### [PROBLEM TO WORK ON]
Repeat the records. Leave nothing out.

### [INPUT]
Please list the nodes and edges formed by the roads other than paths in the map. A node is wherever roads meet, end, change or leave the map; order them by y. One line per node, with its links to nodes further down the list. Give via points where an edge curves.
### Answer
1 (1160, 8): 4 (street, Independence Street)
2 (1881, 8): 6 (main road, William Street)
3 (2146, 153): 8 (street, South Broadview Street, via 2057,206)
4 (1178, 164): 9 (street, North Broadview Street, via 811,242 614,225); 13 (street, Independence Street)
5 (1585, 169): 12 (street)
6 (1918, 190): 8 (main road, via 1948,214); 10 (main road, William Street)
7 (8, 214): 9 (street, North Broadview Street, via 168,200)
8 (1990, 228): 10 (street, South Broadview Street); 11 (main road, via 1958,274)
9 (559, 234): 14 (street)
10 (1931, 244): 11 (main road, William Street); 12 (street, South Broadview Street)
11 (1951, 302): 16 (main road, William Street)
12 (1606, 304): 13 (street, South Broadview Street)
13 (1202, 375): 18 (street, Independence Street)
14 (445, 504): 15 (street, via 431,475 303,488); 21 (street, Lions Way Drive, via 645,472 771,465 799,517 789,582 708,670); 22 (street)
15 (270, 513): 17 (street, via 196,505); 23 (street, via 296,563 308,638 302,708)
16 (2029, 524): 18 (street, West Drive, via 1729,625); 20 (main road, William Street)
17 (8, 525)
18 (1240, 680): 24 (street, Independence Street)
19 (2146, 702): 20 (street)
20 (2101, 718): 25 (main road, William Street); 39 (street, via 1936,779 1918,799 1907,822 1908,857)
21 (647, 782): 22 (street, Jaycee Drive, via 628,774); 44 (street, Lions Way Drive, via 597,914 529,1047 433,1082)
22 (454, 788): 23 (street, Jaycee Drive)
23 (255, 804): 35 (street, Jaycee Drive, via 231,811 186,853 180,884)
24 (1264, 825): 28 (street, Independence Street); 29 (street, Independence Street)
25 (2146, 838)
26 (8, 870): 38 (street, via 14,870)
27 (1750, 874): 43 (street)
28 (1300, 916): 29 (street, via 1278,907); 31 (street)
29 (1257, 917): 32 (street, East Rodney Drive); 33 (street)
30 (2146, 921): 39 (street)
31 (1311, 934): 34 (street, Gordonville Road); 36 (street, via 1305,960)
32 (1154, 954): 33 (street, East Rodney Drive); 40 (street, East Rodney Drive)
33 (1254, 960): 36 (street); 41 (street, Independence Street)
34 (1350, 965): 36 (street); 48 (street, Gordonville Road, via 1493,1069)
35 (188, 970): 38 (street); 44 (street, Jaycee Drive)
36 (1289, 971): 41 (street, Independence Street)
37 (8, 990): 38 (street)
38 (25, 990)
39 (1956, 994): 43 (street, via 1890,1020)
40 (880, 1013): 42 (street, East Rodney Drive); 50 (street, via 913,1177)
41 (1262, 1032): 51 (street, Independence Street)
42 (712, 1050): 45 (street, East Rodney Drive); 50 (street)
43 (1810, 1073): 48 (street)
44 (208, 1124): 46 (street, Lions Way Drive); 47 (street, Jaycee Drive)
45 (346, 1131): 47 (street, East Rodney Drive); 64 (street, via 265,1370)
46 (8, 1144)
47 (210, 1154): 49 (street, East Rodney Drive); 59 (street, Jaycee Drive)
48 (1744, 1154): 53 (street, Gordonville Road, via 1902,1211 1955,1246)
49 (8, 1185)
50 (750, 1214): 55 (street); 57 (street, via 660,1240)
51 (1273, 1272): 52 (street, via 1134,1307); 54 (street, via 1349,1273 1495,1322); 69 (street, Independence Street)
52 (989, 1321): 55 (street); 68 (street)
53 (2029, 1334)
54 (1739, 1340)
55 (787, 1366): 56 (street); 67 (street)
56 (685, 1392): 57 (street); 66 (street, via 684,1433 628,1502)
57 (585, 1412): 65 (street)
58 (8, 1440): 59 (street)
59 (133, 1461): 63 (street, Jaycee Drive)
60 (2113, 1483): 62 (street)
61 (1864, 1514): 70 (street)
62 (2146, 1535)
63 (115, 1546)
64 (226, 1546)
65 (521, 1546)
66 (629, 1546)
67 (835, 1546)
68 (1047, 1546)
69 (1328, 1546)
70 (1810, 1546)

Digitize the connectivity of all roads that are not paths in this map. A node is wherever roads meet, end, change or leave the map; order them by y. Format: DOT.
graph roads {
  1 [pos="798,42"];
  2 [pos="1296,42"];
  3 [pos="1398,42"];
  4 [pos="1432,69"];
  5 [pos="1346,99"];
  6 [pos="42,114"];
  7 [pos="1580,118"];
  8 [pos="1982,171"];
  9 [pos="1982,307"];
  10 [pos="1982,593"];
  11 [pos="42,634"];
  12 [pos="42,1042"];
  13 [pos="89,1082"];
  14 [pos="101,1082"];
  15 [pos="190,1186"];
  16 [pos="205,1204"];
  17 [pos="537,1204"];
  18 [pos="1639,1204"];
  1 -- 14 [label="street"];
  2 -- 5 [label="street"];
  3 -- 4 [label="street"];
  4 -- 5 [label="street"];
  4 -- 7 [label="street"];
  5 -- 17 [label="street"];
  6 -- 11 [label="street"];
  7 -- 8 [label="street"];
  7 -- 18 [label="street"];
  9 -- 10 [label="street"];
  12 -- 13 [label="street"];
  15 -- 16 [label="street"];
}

### [WRITTEN RESPONSE]
Please list the nodes and edges formed by the roads other than paths in the map. A node is wherever roads meet, end, change or leave the map; order them by y. One line per node, with its links to nodes further down the list. Give via points where an edge curves.
### Answer
1 (1160, 8): 4 (street, Independence Street)
2 (1881, 8): 6 (main road, William Street)
3 (2146, 153): 8 (street, South Broadview Street, via 2057,206)
4 (1178, 164): 9 (street, North Broadview Street, via 811,242 614,225); 13 (street, Independence Street)
5 (1585, 169): 12 (street)
6 (1918, 190): 8 (main road, via 1948,214); 10 (main road, William Street)
7 (8, 214): 9 (street, North Broadview Street, via 168,200)
8 (1990, 228): 10 (street, South Broadview Street); 11 (main road, via 1958,274)
9 (559, 234): 14 (street)
10 (1931, 244): 11 (main road, William Street); 12 (street, South Broadview Street)
11 (1951, 302): 16 (main road, William Street)
12 (1606, 304): 13 (street, South Broadview Street)
13 (1202, 375): 18 (street, Independence Street)
14 (445, 504): 15 (street, via 431,475 303,488); 21 (street, Lions Way Drive, via 645,472 771,465 799,517 789,582 708,670); 22 (street)
15 (270, 513): 17 (street, via 196,505); 23 (street, via 296,563 308,638 302,708)
16 (2029, 524): 18 (street, West Drive, via 1729,625); 20 (main road, William Street)
17 (8, 525)
18 (1240, 680): 24 (street, Independence Street)
19 (2146, 702): 20 (street)
20 (2101, 718): 25 (main road, William Street); 39 (street, via 1936,779 1918,799 1907,822 1908,857)
21 (647, 782): 22 (street, Jaycee Drive, via 628,774); 44 (street, Lions Way Drive, via 597,914 529,1047 433,1082)
22 (454, 788): 23 (street, Jaycee Drive)
23 (255, 804): 35 (street, Jaycee Drive, via 231,811 186,853 180,884)
24 (1264, 825): 28 (street, Independence Street); 29 (street, Independence Street)
25 (2146, 838)
26 (8, 870): 38 (street, via 14,870)
27 (1750, 874): 43 (street)
28 (1300, 916): 29 (street, via 1278,907); 31 (street)
29 (1257, 917): 32 (street, East Rodney Drive); 33 (street)
30 (2146, 921): 39 (street)
31 (1311, 934): 34 (street, Gordonville Road); 36 (street, via 1305,960)
32 (1154, 954): 33 (street, East Rodney Drive); 40 (street, East Rodney Drive)
33 (1254, 960): 36 (street); 41 (street, Independence Street)
34 (1350, 965): 36 (street); 48 (street, Gordonville Road, via 1493,1069)
35 (188, 970): 38 (street); 44 (street, Jaycee Drive)
36 (1289, 971): 41 (street, Independence Street)
37 (8, 990): 38 (street)
38 (25, 990)
39 (1956, 994): 43 (street, via 1890,1020)
40 (880, 1013): 42 (street, East Rodney Drive); 50 (street, via 913,1177)
41 (1262, 1032): 51 (street, Independence Street)
42 (712, 1050): 45 (street, East Rodney Drive); 50 (street)
43 (1810, 1073): 48 (street)
44 (208, 1124): 46 (street, Lions Way Drive); 47 (street, Jaycee Drive)
45 (346, 1131): 47 (street, East Rodney Drive); 64 (street, via 265,1370)
46 (8, 1144)
47 (210, 1154): 49 (street, East Rodney Drive); 59 (street, Jaycee Drive)
48 (1744, 1154): 53 (street, Gordonville Road, via 1902,1211 1955,1246)
49 (8, 1185)
50 (750, 1214): 55 (street); 57 (street, via 660,1240)
51 (1273, 1272): 52 (street, via 1134,1307); 54 (street, via 1349,1273 1495,1322); 69 (street, Independence Street)
52 (989, 1321): 55 (street); 68 (street)
53 (2029, 1334)
54 (1739, 1340)
55 (787, 1366): 56 (street); 67 (street)
56 (685, 1392): 57 (street); 66 (street, via 684,1433 628,1502)
57 (585, 1412): 65 (street)
58 (8, 1440): 59 (street)
59 (133, 1461): 63 (street, Jaycee Drive)
60 (2113, 1483): 62 (street)
61 (1864, 1514): 70 (street)
62 (2146, 1535)
63 (115, 1546)
64 (226, 1546)
65 (521, 1546)
66 (629, 1546)
67 (835, 1546)
68 (1047, 1546)
69 (1328, 1546)
70 (1810, 1546)

Digitize the connectivity of all roads that are not paths in this map. A node is wherever roads meet, end, change or leave the map; order them by y. Format: DOT.
graph roads {
  1 [pos="798,42"];
  2 [pos="1296,42"];
  3 [pos="1398,42"];
  4 [pos="1432,69"];
  5 [pos="1346,99"];
  6 [pos="42,114"];
  7 [pos="1580,118"];
  8 [pos="1982,171"];
  9 [pos="1982,307"];
  10 [pos="1982,593"];
  11 [pos="42,634"];
  12 [pos="42,1042"];
  13 [pos="89,1082"];
  14 [pos="101,1082"];
  15 [pos="190,1186"];
  16 [pos="205,1204"];
  17 [pos="537,1204"];
  18 [pos="1639,1204"];
  1 -- 14 [label="street"];
  2 -- 5 [label="street"];
  3 -- 4 [label="street"];
  4 -- 5 [label="street"];
  4 -- 7 [label="street"];
  5 -- 17 [label="street"];
  6 -- 11 [label="street"];
  7 -- 8 [label="street"];
  7 -- 18 [label="street"];
  9 -- 10 [label="street"];
  12 -- 13 [label="street"];
  15 -- 16 [label="street"];
}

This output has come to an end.